Modern coinage, likely a short form of Wilhelmina meaning resolute protector.
Velma is a Germanic name derived from Wilhelmina, a feminine form of Wilhelm, itself composed of the Old High German elements *wil* (will, desire) and *helm* (helmet, protection). The name traveled through Dutch and Low German traditions before arriving in English-speaking countries, where it was streamlined into the softer, two-syllable Velma during the late nineteenth century.
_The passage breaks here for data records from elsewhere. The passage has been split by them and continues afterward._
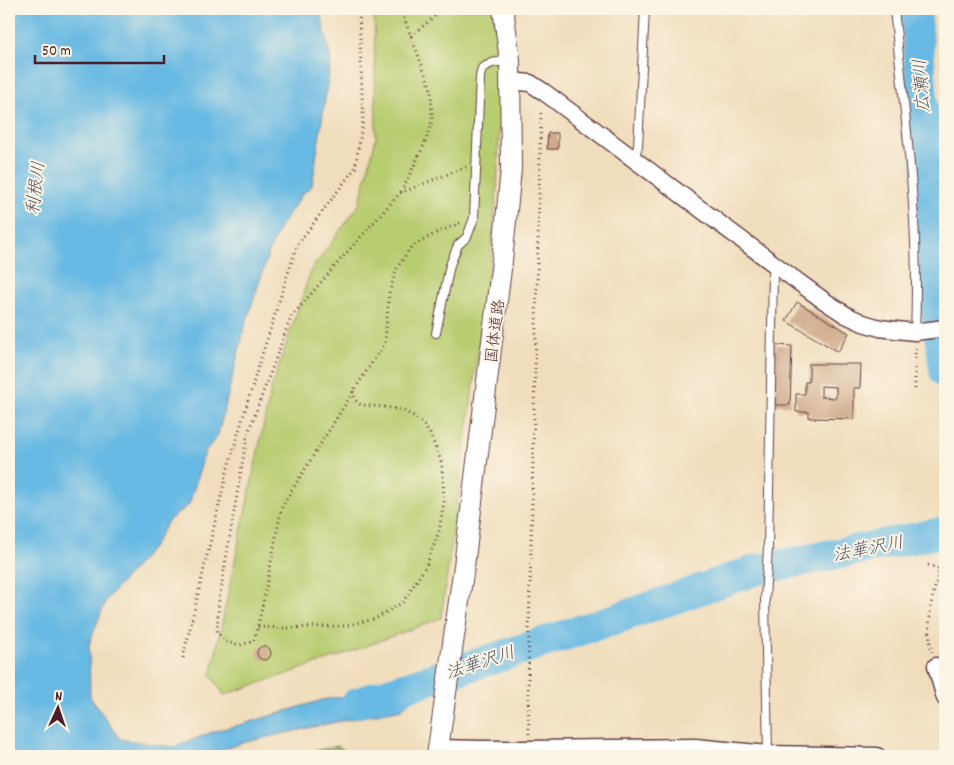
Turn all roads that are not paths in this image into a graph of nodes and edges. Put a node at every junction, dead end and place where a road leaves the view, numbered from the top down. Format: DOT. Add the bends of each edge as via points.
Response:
graph roads {
  1 [pos="503,9"];
  2 [pos="645,9"];
  3 [pos="894,9"];
  4 [pos="510,60"];
  5 [pos="510,81"];
  6 [pos="633,158"];
  7 [pos="778,267"];
  8 [pos="945,328"];
  9 [pos="920,332"];
  10 [pos="436,333"];
  11 [pos="936,666"];
  12 [pos="945,698"];
  13 [pos="438,752"];
  14 [pos="768,754"];
  15 [pos="877,756"];
  1 -- 4 [label="street, 国体道路"];
  2 -- 6 [label="lane" via="638,146"];
  3 -- 9 [label="lane" via="913,209"];
  4 -- 5 [label="street, 国体道路"];
  4 -- 10 [label="lane" via="482,68 474,218 450,266"];
  5 -- 6 [label="street" via="530,83"];
  5 -- 13 [label="street, 国体道路" via="506,222"];
  6 -- 7 [label="street"];
  7 -- 9 [label="street" via="823,300 863,323"];
  7 -- 14 [label="lane" via="773,273 766,596"];
  8 -- 9 [label="street"];
  11 -- 12 [label="street"];
  13 -- 14 [label="street" via="695,747"];
  14 -- 15 [label="street"];
}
The name enjoyed steady popularity in the United States between roughly 1900 and 1940, borne by countless women of the working and middle classes — a name that felt both respectable and unpretentious.
Its most enduring cultural imprint came in 1969 when Hanna-Barbera introduced Velma Dinkley as the bespectacled, intellectually formidable member of the Mystery Inc. * That character gave the name a kind of nerdy heroism it had never quite owned before, and decades of retrospective affection have made Velma feel newly cool. Today Velma sits in the comfortable territory of the vintage revival — rare enough to feel distinctive, familiar enough to feel warm.
Parents drawn to short, punchy names with old-fashioned backbone have quietly rediscovered it, and the 2023 HBO Max animated reboot gave the name another cultural moment. It carries a certain no-nonsense confidence, a name for someone who solves the problem while everyone else is still panicking.